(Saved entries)
BEGIN

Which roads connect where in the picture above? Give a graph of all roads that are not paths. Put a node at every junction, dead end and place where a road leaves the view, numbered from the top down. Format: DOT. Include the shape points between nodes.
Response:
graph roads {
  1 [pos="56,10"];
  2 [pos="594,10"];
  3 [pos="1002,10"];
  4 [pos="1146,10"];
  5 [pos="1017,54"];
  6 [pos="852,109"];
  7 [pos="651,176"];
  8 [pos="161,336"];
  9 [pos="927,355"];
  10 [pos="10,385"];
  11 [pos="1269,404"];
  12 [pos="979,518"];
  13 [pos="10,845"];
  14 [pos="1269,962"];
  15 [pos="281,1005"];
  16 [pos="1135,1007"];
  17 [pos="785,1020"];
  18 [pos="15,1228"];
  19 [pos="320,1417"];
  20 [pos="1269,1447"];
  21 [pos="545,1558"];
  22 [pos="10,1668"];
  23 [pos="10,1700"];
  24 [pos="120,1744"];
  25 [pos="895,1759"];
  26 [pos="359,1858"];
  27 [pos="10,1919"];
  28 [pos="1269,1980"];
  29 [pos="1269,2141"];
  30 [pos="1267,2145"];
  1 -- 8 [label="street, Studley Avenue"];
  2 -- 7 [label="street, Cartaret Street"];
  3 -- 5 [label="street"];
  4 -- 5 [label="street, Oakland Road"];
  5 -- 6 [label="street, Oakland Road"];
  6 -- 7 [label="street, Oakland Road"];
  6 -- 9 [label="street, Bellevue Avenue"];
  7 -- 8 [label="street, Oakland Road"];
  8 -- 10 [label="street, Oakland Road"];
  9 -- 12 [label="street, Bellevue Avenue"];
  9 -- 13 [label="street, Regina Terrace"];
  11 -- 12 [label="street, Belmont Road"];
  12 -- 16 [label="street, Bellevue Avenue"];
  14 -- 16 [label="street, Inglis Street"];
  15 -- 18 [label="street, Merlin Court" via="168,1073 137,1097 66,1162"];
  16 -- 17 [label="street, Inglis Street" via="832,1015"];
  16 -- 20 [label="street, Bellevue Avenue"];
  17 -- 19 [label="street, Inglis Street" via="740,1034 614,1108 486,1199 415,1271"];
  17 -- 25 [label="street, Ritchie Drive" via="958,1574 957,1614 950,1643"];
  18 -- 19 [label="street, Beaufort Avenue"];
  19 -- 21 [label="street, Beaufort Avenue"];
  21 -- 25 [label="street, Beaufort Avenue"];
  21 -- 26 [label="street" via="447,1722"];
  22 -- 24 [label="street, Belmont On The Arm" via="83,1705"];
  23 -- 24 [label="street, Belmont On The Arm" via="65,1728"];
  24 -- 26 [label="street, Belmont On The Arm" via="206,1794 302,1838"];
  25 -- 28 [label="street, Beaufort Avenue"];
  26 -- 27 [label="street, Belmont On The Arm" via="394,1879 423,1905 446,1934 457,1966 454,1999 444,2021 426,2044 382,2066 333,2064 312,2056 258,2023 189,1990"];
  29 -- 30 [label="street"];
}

END

Work instruction: Extract the data in full. Keep it word for word.

Solution for this task:
Which roads connect where in the picture above? Give a graph of all roads that are not paths. Put a node at every junction, dead end and place where a road leaves the view, numbered from the top down. Format: DOT. Include the shape points between nodes.
Response:
graph roads {
  1 [pos="56,10"];
  2 [pos="594,10"];
  3 [pos="1002,10"];
  4 [pos="1146,10"];
  5 [pos="1017,54"];
  6 [pos="852,109"];
  7 [pos="651,176"];
  8 [pos="161,336"];
  9 [pos="927,355"];
  10 [pos="10,385"];
  11 [pos="1269,404"];
  12 [pos="979,518"];
  13 [pos="10,845"];
  14 [pos="1269,962"];
  15 [pos="281,1005"];
  16 [pos="1135,1007"];
  17 [pos="785,1020"];
  18 [pos="15,1228"];
  19 [pos="320,1417"];
  20 [pos="1269,1447"];
  21 [pos="545,1558"];
  22 [pos="10,1668"];
  23 [pos="10,1700"];
  24 [pos="120,1744"];
  25 [pos="895,1759"];
  26 [pos="359,1858"];
  27 [pos="10,1919"];
  28 [pos="1269,1980"];
  29 [pos="1269,2141"];
  30 [pos="1267,2145"];
  1 -- 8 [label="street, Studley Avenue"];
  2 -- 7 [label="street, Cartaret Street"];
  3 -- 5 [label="street"];
  4 -- 5 [label="street, Oakland Road"];
  5 -- 6 [label="street, Oakland Road"];
  6 -- 7 [label="street, Oakland Road"];
  6 -- 9 [label="street, Bellevue Avenue"];
  7 -- 8 [label="street, Oakland Road"];
  8 -- 10 [label="street, Oakland Road"];
  9 -- 12 [label="street, Bellevue Avenue"];
  9 -- 13 [label="street, Regina Terrace"];
  11 -- 12 [label="street, Belmont Road"];
  12 -- 16 [label="street, Bellevue Avenue"];
  14 -- 16 [label="street, Inglis Street"];
  15 -- 18 [label="street, Merlin Court" via="168,1073 137,1097 66,1162"];
  16 -- 17 [label="street, Inglis Street" via="832,1015"];
  16 -- 20 [label="street, Bellevue Avenue"];
  17 -- 19 [label="street, Inglis Street" via="740,1034 614,1108 486,1199 415,1271"];
  17 -- 25 [label="street, Ritchie Drive" via="958,1574 957,1614 950,1643"];
  18 -- 19 [label="street, Beaufort Avenue"];
  19 -- 21 [label="street, Beaufort Avenue"];
  21 -- 25 [label="street, Beaufort Avenue"];
  21 -- 26 [label="street" via="447,1722"];
  22 -- 24 [label="street, Belmont On The Arm" via="83,1705"];
  23 -- 24 [label="street, Belmont On The Arm" via="65,1728"];
  24 -- 26 [label="street, Belmont On The Arm" via="206,1794 302,1838"];
  25 -- 28 [label="street, Beaufort Avenue"];
  26 -- 27 [label="street, Belmont On The Arm" via="394,1879 423,1905 446,1934 457,1966 454,1999 444,2021 426,2044 382,2066 333,2064 312,2056 258,2023 189,1990"];
  29 -- 30 [label="street"];
}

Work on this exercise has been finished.